◆ MATERIAL PROVIDED
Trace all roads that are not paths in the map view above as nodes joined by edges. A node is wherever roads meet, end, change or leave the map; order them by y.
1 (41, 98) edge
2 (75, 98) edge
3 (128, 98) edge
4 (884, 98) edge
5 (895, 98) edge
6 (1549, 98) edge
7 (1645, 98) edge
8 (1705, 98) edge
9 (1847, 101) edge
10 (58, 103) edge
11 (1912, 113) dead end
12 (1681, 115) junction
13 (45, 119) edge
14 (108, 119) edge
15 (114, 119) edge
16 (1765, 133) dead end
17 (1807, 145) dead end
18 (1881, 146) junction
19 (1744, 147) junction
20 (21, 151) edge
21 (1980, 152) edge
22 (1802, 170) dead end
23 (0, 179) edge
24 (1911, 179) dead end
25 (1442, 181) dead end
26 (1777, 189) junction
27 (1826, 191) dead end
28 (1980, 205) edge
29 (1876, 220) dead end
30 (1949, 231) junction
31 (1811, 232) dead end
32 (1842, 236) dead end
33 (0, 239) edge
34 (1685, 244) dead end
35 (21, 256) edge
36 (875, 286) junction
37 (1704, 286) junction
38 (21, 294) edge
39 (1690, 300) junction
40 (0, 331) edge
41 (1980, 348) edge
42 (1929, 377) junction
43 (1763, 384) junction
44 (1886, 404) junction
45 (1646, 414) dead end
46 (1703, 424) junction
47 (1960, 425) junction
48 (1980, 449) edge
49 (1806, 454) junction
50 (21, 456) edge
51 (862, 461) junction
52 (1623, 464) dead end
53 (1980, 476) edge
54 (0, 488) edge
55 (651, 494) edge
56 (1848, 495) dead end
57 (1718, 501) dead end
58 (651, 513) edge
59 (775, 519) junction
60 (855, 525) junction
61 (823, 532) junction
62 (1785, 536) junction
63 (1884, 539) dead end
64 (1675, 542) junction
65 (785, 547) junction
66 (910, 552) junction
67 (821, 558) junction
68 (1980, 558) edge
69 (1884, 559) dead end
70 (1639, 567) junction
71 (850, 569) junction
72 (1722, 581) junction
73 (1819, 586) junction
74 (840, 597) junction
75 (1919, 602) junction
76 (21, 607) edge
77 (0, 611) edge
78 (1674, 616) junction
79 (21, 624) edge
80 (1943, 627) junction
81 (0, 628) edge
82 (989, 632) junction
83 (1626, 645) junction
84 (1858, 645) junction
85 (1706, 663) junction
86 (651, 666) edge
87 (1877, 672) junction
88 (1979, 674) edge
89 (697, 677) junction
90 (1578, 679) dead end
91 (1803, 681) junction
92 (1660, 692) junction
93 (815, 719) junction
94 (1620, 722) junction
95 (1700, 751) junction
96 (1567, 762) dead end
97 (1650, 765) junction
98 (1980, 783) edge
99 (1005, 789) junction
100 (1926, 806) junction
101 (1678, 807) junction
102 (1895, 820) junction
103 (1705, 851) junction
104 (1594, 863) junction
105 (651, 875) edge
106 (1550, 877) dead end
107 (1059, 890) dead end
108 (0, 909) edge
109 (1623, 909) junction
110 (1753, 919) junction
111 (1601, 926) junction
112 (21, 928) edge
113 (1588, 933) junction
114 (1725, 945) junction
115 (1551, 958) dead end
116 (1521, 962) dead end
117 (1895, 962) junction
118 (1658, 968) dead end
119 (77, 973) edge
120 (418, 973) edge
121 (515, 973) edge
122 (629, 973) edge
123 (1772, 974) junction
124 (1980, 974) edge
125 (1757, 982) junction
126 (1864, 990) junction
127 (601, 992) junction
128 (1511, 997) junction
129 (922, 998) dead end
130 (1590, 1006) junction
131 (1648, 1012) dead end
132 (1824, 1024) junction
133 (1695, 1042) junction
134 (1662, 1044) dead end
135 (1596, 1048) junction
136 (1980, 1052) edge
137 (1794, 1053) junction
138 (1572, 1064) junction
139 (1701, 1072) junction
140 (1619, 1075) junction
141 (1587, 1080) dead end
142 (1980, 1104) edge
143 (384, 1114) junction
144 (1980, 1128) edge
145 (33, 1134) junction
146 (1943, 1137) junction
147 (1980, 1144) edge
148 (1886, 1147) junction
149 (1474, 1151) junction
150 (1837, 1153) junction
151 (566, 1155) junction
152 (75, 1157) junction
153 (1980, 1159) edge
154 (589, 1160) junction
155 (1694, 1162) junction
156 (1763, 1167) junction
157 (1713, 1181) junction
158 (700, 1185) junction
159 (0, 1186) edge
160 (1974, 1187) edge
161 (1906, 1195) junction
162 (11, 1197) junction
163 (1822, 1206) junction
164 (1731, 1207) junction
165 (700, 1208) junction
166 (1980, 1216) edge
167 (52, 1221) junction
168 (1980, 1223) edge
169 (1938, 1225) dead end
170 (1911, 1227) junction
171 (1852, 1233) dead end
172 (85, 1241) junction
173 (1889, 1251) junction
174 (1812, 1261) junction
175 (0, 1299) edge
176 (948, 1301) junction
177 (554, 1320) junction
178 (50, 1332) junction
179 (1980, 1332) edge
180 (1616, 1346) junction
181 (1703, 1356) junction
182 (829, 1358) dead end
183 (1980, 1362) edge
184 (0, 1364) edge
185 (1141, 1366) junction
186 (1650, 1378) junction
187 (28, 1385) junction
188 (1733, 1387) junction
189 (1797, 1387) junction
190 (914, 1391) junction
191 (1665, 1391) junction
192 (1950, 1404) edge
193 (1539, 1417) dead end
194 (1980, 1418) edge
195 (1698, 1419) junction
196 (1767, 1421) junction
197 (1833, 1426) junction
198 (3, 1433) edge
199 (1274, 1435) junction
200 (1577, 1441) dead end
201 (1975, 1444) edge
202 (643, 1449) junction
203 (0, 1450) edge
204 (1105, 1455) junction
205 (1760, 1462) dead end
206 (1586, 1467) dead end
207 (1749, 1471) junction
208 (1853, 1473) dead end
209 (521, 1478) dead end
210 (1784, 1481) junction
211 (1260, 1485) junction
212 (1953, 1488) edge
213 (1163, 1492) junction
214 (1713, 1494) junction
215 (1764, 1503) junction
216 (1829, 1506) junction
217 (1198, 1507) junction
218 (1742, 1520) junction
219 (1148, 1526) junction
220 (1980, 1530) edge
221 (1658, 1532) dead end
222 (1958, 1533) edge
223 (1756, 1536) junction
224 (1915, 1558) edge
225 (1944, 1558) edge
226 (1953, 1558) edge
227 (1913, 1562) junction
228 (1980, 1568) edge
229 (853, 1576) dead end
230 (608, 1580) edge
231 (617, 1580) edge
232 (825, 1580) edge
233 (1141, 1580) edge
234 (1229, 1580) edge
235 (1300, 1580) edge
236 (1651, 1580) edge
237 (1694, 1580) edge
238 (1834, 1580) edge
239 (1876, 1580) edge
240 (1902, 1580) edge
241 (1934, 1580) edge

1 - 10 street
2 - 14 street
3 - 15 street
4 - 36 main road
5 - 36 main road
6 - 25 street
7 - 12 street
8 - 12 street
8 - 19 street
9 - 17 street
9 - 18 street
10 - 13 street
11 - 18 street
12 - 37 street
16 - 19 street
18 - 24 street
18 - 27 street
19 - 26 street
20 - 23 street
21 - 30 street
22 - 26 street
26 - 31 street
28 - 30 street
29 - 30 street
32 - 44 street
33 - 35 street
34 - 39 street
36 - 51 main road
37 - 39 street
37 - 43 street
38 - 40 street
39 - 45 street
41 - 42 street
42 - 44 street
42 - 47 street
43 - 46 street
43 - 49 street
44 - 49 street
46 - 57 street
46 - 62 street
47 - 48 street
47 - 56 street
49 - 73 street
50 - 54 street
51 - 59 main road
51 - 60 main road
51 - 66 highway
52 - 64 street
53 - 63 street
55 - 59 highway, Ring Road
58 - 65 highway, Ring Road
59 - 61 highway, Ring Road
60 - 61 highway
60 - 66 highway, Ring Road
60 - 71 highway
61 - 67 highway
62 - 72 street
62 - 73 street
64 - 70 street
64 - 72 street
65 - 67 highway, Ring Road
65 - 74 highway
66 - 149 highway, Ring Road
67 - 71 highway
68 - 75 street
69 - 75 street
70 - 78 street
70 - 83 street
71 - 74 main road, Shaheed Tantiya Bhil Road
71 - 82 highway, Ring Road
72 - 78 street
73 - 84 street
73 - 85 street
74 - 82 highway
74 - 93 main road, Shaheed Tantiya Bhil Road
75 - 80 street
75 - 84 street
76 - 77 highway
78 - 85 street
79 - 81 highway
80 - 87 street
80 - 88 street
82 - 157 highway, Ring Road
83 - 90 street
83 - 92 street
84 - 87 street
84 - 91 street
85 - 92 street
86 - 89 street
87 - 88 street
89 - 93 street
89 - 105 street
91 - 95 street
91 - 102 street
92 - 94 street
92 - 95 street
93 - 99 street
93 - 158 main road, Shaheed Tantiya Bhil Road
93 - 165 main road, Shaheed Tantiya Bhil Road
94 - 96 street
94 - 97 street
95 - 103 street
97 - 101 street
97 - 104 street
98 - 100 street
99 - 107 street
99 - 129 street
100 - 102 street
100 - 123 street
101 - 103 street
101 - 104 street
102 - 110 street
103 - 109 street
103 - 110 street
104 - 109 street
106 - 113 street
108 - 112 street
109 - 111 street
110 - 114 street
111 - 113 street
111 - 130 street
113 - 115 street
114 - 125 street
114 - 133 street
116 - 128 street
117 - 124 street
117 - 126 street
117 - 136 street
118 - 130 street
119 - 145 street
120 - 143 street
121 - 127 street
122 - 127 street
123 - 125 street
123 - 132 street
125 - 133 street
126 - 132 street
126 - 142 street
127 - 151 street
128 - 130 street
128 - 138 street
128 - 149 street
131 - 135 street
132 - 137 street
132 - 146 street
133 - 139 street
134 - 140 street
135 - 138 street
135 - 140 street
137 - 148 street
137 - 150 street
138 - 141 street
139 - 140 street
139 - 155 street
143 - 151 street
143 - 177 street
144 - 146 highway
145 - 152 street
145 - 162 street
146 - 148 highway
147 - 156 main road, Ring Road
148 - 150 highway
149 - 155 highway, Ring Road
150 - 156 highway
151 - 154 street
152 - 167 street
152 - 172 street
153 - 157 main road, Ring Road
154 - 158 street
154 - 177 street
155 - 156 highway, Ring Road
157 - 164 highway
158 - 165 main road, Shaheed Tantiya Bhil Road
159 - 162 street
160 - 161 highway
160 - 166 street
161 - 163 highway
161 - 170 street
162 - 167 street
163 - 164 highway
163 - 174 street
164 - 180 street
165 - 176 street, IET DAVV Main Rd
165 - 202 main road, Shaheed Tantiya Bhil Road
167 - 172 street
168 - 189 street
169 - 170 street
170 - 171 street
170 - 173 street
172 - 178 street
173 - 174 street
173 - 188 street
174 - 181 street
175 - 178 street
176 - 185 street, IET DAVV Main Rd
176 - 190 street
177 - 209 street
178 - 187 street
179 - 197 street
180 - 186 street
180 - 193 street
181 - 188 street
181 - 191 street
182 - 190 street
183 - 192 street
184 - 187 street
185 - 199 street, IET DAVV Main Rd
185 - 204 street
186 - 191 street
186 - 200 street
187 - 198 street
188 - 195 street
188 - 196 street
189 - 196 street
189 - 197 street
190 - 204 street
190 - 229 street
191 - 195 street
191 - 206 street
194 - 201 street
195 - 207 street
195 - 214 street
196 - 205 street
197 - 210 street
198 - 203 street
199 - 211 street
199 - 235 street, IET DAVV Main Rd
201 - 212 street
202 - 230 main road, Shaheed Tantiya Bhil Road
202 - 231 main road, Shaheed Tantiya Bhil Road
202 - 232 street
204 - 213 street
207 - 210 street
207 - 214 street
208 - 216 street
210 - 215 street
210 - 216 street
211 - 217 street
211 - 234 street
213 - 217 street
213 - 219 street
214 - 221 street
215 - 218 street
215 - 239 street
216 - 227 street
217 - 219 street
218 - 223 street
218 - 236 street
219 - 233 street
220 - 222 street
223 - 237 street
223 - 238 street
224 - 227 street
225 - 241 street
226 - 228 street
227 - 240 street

◆ THE TASK
Return the lines containing "Ring", taking each one from the listing.

◆ RESPONSE FOR THIS EXERCISE
55 - 59 highway, Ring Road
58 - 65 highway, Ring Road
59 - 61 highway, Ring Road
60 - 66 highway, Ring Road
65 - 67 highway, Ring Road
66 - 149 highway, Ring Road
71 - 82 highway, Ring Road
82 - 157 highway, Ring Road
147 - 156 main road, Ring Road
149 - 155 highway, Ring Road
153 - 157 main road, Ring Road
155 - 156 highway, Ring Road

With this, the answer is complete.